Assuming you've downloaded the spark1.0 source, assume you've deployed an environment like SBT Scala.

The Scala code is as follows:

Package test   Import java.util.Properties       Import org.apache.spark.streaming._ import Org.apach
E.spark.streaming.streamingcontext._ Import org.apache.spark.streaming.kafka._ Import org.apache.spark.SparkConf     Object Kafkatest {  def main (args:array[string]) {if (Args.length < 5) {System.err. println ("Usage:kafkatest <zkQuorum> <group> <topics> <numThreads> <output>") SYSTEM.E XIT (1)} Val Array (Zkquorum, group, topics, numthreads,output) = args val sparkconf = new sparkconf (). Setappna  Me ("Kafkatest") val ssc = new StreamingContext (sparkconf, Seconds (2)) Ssc.checkpoint ("Checkpoint")   Val Topicpmap = Topics.split (","). Map ((_,numthreads.toint)). Tomap val lines = Kafkautils.createstream (SSC, Zkquorum, Grou P, Topicpmap). Map (_._2) lines.saveastextfiles (output) Ssc.start () ssc.awaittermination ()  //.saveas Textfile (output)    }
 } 

and then compile
Mvn-phadoop-2.3-dhadoop.version=2.3.0-cdh5.0.1-dskiptests Package

Then the spark job commits

./bin/spark-submit  --master local[*]  --class org.apache.spark.fccs.KafkaTest./test/target/scala-2.10/ Spark-test-1.0.0-hadoop2.3.0-cdh5.0.1.jar  zoo02 my-test  sb-nginx03 1 hdfs://192.168.1.1:9100/tmp/ Spark-log.txt

The results are as follows:
Spark Scala

Contact Us

The content source of this page is from Internet, which doesn't represent Alibaba Cloud's opinion; products and services mentioned on that page don't have any relationship with Alibaba Cloud. If the content of the page makes you feel confusing, please write us an email, we will handle the problem within 5 days after receiving your email.

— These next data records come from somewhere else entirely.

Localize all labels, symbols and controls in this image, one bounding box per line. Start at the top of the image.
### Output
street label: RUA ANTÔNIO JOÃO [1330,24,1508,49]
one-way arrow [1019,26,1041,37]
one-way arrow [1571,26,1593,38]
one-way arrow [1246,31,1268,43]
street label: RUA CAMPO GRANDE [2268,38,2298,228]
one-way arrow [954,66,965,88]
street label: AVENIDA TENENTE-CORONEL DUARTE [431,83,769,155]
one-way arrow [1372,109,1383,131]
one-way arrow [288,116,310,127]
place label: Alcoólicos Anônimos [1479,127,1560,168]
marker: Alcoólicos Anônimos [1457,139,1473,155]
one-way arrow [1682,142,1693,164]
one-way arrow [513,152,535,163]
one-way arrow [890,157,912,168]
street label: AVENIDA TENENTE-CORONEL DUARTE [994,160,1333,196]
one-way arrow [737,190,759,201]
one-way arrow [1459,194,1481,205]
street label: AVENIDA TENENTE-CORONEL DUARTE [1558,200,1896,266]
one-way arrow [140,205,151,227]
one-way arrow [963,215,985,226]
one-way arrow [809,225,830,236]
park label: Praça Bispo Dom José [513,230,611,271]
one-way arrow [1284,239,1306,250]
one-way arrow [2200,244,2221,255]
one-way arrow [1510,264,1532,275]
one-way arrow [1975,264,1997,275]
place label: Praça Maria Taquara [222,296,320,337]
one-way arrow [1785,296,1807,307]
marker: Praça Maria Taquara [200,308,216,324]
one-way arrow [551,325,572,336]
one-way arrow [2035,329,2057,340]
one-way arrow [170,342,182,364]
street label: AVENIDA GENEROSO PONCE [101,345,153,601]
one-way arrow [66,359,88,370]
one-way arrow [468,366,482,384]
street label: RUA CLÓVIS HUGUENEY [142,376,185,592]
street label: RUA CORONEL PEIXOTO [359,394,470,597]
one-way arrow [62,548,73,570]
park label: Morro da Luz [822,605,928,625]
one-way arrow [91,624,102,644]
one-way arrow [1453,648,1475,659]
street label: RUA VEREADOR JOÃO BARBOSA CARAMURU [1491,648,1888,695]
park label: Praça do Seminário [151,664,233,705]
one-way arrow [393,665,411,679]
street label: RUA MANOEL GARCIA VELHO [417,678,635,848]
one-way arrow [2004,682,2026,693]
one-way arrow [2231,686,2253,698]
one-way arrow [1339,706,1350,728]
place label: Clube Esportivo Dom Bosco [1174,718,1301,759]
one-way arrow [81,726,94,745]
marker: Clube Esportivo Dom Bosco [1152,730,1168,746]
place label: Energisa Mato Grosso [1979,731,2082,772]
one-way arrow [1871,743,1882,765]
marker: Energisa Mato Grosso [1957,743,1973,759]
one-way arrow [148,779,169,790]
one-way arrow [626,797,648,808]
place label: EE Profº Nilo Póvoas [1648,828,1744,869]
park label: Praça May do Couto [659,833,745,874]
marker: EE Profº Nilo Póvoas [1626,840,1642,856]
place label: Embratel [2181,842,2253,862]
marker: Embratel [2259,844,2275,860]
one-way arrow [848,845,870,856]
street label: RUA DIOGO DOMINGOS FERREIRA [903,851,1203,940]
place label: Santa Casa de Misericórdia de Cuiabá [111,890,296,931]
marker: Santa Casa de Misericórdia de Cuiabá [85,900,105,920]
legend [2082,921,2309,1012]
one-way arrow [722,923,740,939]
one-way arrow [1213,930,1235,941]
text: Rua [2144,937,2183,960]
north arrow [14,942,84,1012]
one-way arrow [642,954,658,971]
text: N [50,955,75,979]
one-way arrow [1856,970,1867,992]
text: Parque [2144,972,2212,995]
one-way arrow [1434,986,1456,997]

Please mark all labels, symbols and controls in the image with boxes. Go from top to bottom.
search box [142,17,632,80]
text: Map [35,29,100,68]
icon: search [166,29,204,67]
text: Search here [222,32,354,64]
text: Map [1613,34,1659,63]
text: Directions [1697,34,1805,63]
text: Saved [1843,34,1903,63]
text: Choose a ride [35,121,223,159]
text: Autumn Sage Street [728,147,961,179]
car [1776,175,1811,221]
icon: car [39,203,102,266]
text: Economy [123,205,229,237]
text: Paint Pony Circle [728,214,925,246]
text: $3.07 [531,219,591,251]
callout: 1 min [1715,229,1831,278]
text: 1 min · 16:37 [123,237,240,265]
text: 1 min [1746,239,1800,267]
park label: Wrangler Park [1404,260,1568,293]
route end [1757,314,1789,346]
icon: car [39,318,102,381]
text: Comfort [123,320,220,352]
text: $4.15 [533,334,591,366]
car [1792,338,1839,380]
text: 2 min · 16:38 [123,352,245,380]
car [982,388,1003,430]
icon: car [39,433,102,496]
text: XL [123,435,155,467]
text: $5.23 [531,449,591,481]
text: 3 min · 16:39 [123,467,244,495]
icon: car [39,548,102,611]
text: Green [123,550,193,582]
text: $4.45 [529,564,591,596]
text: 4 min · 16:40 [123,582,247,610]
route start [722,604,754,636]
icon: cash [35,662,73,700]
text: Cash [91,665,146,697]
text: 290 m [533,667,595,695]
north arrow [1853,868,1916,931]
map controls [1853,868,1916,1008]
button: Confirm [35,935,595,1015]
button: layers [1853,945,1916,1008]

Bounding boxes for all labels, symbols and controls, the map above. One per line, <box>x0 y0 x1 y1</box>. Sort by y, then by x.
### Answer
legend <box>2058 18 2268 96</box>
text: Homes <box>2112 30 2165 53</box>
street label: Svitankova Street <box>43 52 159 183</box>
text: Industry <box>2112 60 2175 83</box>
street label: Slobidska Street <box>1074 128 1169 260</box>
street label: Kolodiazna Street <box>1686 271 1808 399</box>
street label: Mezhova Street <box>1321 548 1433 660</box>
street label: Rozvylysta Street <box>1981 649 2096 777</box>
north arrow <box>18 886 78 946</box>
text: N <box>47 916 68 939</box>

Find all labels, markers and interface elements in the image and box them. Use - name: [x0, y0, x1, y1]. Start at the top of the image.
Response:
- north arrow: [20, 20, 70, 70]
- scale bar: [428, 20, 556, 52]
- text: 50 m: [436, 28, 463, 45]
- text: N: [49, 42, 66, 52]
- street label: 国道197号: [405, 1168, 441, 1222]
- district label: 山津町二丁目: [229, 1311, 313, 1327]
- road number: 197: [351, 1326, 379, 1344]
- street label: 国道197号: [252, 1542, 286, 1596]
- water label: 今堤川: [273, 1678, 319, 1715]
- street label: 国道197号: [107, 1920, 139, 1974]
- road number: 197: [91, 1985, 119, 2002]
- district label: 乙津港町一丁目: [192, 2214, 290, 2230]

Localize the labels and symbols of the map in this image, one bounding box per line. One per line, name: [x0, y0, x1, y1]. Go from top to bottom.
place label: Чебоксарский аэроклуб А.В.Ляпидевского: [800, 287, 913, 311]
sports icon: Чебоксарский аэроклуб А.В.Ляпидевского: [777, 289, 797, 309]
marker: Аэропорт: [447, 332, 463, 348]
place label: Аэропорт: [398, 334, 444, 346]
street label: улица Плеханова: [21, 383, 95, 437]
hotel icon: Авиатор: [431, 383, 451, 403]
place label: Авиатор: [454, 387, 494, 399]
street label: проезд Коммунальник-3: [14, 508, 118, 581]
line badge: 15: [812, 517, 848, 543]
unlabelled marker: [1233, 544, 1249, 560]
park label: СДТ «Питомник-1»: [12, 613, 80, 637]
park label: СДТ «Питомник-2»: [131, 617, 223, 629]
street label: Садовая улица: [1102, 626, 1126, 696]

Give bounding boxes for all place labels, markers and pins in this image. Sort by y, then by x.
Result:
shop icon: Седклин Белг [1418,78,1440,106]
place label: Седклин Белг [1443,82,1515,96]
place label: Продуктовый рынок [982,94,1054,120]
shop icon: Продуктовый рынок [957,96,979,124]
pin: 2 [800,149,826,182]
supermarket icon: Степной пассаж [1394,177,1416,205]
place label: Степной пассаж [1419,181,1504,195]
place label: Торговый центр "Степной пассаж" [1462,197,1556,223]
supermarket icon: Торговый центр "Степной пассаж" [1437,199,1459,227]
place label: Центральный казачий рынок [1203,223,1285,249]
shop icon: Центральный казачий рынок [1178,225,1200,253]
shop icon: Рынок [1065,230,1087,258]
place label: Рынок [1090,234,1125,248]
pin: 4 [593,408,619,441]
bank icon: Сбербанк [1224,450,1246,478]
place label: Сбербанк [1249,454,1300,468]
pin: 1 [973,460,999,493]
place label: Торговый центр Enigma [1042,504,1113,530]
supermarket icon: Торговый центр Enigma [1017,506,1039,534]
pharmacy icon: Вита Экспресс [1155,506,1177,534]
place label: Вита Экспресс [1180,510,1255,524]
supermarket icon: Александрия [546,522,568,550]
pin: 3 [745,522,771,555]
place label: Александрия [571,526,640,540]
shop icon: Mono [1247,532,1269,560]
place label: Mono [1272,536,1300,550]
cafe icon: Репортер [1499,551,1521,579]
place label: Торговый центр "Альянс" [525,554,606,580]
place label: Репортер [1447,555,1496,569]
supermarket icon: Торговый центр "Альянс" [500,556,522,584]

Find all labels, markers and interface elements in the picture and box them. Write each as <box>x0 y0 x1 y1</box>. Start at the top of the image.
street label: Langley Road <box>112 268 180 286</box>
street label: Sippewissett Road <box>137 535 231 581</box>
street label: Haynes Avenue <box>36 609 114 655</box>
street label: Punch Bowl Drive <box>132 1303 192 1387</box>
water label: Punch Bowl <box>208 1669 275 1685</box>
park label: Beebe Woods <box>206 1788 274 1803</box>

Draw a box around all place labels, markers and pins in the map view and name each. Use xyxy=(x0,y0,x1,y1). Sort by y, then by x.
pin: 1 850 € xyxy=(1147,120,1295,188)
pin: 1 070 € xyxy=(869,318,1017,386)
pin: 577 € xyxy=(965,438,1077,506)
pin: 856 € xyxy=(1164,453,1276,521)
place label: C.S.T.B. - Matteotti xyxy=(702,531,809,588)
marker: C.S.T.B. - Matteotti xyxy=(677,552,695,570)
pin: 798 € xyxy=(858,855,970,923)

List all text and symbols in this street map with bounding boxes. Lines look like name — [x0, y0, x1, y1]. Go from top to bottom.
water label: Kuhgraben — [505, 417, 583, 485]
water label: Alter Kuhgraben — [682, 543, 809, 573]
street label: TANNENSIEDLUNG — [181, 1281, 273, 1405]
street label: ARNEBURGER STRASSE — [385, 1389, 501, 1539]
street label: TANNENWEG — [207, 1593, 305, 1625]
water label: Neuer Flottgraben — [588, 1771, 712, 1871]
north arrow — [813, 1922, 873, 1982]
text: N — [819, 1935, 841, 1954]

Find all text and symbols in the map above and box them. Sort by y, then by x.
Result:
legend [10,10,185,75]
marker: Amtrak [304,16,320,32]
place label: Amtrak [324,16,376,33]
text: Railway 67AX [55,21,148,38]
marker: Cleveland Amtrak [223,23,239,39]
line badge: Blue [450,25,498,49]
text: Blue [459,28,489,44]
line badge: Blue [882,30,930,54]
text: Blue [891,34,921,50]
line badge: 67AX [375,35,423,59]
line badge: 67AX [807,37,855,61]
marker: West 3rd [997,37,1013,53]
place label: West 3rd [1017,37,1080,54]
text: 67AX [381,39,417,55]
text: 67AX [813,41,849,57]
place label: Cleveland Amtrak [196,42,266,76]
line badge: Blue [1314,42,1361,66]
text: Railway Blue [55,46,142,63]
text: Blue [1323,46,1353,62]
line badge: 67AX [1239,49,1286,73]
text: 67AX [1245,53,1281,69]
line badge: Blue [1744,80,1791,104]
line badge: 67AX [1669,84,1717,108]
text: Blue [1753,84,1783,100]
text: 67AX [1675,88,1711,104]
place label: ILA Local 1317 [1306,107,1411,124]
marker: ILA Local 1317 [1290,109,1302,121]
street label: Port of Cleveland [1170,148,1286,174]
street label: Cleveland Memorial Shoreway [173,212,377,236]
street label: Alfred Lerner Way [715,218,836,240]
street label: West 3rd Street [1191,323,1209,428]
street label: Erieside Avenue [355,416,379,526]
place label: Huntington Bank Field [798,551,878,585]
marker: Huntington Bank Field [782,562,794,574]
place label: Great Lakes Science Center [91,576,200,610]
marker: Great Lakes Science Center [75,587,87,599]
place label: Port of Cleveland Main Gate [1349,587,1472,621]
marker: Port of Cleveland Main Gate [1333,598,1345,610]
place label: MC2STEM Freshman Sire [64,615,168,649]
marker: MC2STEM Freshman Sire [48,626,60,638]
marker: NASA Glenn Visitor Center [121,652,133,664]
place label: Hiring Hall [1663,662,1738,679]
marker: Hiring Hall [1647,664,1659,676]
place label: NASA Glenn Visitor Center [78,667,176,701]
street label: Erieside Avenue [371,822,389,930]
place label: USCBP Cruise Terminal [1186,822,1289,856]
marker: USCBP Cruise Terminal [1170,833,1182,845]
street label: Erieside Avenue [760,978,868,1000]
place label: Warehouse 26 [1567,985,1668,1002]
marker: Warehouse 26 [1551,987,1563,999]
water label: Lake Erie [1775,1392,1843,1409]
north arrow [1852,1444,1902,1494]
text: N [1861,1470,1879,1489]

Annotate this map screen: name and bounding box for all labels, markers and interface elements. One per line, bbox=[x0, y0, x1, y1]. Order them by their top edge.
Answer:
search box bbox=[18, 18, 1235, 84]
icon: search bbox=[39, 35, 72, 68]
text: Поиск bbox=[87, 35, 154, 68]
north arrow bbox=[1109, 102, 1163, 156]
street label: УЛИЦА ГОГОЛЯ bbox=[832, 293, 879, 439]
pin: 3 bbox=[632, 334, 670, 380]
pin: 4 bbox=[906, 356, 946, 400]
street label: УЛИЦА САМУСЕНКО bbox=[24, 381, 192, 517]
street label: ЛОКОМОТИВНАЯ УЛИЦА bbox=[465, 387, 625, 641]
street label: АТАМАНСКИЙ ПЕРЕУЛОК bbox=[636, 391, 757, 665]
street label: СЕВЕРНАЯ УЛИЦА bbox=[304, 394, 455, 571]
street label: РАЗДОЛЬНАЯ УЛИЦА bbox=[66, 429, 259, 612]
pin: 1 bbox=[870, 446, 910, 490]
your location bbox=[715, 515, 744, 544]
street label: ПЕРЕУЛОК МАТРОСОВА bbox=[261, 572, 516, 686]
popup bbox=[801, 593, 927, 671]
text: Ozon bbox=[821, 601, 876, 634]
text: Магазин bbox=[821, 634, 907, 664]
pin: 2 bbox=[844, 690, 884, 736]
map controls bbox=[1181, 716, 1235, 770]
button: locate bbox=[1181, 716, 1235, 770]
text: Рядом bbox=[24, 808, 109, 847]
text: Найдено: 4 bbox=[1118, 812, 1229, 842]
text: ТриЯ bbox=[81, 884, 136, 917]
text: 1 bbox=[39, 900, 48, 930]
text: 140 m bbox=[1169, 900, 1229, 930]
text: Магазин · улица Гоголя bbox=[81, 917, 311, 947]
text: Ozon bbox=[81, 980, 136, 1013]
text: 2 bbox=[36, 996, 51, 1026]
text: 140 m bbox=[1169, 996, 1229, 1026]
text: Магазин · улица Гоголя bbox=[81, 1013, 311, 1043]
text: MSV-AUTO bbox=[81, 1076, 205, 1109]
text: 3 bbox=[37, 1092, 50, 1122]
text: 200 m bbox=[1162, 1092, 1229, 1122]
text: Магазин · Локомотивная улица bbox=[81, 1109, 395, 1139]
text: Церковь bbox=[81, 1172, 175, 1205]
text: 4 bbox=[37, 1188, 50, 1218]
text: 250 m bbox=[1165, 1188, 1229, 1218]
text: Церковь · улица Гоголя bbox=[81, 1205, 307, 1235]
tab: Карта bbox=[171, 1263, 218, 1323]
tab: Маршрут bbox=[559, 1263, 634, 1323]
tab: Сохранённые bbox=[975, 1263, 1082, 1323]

If you find any instances of plagiarism from the community, please send an email to: info-contact@alibabacloud.com and provide relevant evidence. A staff member will contact you within 5 working days.

A Free Trial That Lets You Build Big!

Start building with 50+ products and up to 12 months usage for Elastic Compute Service

  • Sales Support

    1 on 1 presale consultation

  • After-Sales Support

    24/7 Technical Support 6 Free Tickets per Quarter Faster Response

  • Alibaba Cloud offers highly flexible support services tailored to meet your exact needs.